(Stored items)
++++++++++

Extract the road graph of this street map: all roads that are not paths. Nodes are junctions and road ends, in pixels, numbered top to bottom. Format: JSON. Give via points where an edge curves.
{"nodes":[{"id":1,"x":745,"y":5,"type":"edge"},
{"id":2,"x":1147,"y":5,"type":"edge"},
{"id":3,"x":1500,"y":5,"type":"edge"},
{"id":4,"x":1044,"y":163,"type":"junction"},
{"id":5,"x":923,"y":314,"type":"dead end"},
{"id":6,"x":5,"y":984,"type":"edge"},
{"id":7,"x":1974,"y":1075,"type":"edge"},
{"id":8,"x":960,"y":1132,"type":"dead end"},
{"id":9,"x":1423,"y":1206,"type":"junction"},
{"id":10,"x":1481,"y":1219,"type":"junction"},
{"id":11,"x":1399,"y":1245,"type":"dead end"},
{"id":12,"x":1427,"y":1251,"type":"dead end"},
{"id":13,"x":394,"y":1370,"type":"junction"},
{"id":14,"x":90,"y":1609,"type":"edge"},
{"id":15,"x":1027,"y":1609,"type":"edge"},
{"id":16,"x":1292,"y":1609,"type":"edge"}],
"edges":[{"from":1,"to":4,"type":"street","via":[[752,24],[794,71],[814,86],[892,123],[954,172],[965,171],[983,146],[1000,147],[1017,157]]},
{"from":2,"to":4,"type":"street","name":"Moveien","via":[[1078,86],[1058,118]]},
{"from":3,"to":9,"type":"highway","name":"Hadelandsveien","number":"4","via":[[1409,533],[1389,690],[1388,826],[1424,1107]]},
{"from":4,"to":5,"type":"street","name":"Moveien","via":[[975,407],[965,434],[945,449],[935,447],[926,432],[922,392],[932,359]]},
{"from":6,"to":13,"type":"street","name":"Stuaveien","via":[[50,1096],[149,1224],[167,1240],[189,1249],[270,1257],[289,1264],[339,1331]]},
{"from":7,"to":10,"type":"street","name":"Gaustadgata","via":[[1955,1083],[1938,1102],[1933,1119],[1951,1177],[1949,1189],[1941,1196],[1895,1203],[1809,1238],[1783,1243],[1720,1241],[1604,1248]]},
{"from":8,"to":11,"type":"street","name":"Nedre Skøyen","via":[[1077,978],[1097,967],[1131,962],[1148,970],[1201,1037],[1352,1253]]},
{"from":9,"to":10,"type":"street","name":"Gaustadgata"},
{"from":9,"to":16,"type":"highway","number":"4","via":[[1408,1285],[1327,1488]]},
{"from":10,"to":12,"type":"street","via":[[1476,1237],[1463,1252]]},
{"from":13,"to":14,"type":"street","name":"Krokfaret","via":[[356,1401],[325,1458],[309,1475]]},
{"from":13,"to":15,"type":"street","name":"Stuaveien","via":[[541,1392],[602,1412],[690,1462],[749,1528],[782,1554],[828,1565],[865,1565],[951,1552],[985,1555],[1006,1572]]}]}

++++++++++

Each line of the data must be copied exactly as it appears.

Extract the road graph of this street map: all roads that are not paths. Nodes are junctions and road ends, in pixels, numbered top to bottom. Format: JSON. Give via points where an edge curves.
{"nodes":[{"id":1,"x":745,"y":5,"type":"edge"},
{"id":2,"x":1147,"y":5,"type":"edge"},
{"id":3,"x":1500,"y":5,"type":"edge"},
{"id":4,"x":1044,"y":163,"type":"junction"},
{"id":5,"x":923,"y":314,"type":"dead end"},
{"id":6,"x":5,"y":984,"type":"edge"},
{"id":7,"x":1974,"y":1075,"type":"edge"},
{"id":8,"x":960,"y":1132,"type":"dead end"},
{"id":9,"x":1423,"y":1206,"type":"junction"},
{"id":10,"x":1481,"y":1219,"type":"junction"},
{"id":11,"x":1399,"y":1245,"type":"dead end"},
{"id":12,"x":1427,"y":1251,"type":"dead end"},
{"id":13,"x":394,"y":1370,"type":"junction"},
{"id":14,"x":90,"y":1609,"type":"edge"},
{"id":15,"x":1027,"y":1609,"type":"edge"},
{"id":16,"x":1292,"y":1609,"type":"edge"}],
"edges":[{"from":1,"to":4,"type":"street","via":[[752,24],[794,71],[814,86],[892,123],[954,172],[965,171],[983,146],[1000,147],[1017,157]]},
{"from":2,"to":4,"type":"street","name":"Moveien","via":[[1078,86],[1058,118]]},
{"from":3,"to":9,"type":"highway","name":"Hadelandsveien","number":"4","via":[[1409,533],[1389,690],[1388,826],[1424,1107]]},
{"from":4,"to":5,"type":"street","name":"Moveien","via":[[975,407],[965,434],[945,449],[935,447],[926,432],[922,392],[932,359]]},
{"from":6,"to":13,"type":"street","name":"Stuaveien","via":[[50,1096],[149,1224],[167,1240],[189,1249],[270,1257],[289,1264],[339,1331]]},
{"from":7,"to":10,"type":"street","name":"Gaustadgata","via":[[1955,1083],[1938,1102],[1933,1119],[1951,1177],[1949,1189],[1941,1196],[1895,1203],[1809,1238],[1783,1243],[1720,1241],[1604,1248]]},
{"from":8,"to":11,"type":"street","name":"Nedre Skøyen","via":[[1077,978],[1097,967],[1131,962],[1148,970],[1201,1037],[1352,1253]]},
{"from":9,"to":10,"type":"street","name":"Gaustadgata"},
{"from":9,"to":16,"type":"highway","number":"4","via":[[1408,1285],[1327,1488]]},
{"from":10,"to":12,"type":"street","via":[[1476,1237],[1463,1252]]},
{"from":13,"to":14,"type":"street","name":"Krokfaret","via":[[356,1401],[325,1458],[309,1475]]},
{"from":13,"to":15,"type":"street","name":"Stuaveien","via":[[541,1392],[602,1412],[690,1462],[749,1528],[782,1554],[828,1565],[865,1565],[951,1552],[985,1555],[1006,1572]]}]}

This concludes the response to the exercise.